Your objective:
Where a line in the material below has the string "joint", please report it.

BEGIN Data

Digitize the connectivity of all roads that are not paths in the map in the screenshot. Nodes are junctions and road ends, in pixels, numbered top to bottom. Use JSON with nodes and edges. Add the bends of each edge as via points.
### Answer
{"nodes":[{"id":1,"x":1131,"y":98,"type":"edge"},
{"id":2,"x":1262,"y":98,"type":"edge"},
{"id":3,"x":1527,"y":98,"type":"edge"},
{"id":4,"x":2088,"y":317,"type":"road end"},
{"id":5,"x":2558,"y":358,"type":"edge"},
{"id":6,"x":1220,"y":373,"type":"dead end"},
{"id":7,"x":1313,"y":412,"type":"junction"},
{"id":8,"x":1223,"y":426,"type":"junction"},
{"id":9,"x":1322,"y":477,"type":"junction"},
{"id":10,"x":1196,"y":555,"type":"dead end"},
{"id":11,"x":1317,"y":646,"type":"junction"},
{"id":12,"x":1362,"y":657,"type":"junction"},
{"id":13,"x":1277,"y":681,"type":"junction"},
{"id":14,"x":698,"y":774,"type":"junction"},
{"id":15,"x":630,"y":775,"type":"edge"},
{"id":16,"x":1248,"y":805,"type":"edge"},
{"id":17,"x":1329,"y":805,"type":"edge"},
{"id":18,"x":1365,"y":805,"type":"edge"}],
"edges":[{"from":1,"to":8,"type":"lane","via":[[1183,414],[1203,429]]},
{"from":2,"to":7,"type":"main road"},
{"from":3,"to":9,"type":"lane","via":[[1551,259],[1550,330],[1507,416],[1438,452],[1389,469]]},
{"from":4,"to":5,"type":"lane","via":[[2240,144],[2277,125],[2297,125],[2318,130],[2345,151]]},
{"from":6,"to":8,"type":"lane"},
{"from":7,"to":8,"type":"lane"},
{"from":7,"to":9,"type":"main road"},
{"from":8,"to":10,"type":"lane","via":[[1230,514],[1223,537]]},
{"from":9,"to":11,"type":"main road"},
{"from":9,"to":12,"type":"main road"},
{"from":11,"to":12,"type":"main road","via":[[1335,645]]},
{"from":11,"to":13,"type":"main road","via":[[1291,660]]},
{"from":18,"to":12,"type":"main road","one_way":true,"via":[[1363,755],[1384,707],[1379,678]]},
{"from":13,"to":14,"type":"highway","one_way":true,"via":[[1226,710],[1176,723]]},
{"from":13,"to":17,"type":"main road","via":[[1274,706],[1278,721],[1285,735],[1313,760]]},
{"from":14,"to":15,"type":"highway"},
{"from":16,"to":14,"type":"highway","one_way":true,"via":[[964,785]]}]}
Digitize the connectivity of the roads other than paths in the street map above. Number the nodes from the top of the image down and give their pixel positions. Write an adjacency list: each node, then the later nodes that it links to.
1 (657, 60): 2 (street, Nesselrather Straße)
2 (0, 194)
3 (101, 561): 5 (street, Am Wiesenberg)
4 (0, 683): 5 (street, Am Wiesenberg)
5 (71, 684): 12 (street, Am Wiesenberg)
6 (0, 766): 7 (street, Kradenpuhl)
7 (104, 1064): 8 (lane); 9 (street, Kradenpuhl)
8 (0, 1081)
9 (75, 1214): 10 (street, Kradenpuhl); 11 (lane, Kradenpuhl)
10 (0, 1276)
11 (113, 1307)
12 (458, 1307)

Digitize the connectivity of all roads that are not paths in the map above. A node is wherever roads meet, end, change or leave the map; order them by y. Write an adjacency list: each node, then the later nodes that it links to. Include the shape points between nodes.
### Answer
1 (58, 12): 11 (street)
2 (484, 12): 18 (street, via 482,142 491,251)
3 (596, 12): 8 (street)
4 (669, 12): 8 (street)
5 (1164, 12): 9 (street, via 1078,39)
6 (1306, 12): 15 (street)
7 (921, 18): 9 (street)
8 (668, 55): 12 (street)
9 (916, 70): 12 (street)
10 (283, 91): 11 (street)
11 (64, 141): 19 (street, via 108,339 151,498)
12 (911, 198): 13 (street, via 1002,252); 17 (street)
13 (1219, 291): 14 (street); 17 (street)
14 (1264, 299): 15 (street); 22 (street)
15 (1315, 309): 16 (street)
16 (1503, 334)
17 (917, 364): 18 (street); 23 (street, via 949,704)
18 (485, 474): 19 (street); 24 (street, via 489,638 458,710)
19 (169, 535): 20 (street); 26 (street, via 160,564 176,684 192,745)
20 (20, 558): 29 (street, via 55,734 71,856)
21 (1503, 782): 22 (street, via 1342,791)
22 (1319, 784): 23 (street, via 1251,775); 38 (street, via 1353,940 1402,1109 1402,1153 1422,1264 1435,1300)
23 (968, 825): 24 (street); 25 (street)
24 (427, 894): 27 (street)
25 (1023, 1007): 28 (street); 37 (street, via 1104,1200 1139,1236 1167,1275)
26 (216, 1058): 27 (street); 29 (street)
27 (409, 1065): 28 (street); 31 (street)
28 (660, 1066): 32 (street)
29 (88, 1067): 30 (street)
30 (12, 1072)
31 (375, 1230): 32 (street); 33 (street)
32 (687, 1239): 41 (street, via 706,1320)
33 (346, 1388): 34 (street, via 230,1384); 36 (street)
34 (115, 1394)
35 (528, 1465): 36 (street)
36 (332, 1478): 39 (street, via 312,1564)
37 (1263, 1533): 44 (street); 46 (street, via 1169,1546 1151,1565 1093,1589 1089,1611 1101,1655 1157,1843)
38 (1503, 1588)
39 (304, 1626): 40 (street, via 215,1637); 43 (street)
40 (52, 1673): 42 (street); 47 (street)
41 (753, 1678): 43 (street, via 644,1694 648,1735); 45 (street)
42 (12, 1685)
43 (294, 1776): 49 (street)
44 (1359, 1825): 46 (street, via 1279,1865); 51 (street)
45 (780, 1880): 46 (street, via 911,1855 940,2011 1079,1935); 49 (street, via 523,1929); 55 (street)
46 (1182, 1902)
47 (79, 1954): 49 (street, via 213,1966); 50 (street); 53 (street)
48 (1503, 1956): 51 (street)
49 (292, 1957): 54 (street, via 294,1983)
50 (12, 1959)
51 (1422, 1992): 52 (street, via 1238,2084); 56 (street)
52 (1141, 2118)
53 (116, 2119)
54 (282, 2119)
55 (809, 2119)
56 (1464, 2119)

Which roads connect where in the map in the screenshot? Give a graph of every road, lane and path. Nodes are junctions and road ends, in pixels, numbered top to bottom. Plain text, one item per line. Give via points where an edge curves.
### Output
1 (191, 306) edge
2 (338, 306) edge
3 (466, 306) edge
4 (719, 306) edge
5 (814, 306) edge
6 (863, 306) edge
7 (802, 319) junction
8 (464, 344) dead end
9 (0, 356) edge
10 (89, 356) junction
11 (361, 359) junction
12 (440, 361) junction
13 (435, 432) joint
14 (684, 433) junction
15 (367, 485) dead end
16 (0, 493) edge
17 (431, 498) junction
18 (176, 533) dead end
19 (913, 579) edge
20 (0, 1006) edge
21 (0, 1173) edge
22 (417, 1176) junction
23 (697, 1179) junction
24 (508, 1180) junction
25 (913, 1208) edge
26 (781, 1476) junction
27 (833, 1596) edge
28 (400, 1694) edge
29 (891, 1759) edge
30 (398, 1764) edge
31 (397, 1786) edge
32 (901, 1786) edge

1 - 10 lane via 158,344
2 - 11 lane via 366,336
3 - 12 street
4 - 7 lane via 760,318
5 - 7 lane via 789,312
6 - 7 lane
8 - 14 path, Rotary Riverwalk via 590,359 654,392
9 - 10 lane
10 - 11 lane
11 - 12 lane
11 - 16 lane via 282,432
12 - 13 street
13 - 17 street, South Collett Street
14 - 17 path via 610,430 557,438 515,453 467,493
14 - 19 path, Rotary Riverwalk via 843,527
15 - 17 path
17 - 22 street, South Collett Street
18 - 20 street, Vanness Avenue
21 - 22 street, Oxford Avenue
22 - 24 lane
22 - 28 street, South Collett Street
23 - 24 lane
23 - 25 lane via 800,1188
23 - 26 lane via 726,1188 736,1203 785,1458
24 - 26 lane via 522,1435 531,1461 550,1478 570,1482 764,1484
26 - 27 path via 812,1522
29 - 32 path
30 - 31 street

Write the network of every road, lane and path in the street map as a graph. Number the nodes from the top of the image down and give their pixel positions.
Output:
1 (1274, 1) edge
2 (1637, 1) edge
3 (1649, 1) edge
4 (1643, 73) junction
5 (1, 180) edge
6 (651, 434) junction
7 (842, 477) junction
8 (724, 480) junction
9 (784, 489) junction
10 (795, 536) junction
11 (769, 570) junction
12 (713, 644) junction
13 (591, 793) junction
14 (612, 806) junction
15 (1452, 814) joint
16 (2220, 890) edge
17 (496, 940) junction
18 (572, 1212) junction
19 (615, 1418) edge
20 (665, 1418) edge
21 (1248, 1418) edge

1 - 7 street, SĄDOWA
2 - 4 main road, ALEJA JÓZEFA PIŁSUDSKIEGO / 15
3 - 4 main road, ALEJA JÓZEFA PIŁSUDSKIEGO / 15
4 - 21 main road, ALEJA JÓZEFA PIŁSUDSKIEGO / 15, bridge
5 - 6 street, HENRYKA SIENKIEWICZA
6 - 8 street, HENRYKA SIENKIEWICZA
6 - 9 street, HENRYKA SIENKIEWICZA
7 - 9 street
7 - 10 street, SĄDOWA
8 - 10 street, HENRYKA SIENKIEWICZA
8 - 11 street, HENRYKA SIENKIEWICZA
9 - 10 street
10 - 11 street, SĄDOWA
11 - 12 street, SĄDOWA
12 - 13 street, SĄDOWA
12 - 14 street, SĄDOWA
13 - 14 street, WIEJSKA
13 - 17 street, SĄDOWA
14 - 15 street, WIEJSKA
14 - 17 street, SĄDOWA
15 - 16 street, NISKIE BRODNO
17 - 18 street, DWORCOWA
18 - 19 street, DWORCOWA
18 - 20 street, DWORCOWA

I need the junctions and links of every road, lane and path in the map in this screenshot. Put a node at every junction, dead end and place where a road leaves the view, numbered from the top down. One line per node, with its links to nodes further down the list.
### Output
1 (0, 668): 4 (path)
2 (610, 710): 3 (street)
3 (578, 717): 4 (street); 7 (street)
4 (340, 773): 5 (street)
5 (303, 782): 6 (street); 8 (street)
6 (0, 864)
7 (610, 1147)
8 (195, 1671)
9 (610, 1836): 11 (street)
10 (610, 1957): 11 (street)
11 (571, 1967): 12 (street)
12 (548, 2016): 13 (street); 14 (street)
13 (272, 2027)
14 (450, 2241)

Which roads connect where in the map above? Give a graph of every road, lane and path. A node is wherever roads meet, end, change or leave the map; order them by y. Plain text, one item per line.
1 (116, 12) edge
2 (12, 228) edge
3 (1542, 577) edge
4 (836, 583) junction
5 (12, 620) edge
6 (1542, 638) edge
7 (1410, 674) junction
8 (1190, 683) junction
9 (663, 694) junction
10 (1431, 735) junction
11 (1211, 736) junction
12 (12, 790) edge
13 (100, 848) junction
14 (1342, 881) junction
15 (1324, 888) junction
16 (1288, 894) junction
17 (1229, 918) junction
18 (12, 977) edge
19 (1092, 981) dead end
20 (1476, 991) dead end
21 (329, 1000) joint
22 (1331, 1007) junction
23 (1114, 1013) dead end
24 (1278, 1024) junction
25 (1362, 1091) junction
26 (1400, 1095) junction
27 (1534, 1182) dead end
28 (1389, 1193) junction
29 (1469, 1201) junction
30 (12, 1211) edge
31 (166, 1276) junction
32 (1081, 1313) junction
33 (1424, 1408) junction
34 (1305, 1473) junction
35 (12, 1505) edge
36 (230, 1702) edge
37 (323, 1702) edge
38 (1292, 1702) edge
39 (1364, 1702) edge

END Data

Result of the exercise:
13 (435, 432) joint
15 (1452, 814) joint
21 (329, 1000) joint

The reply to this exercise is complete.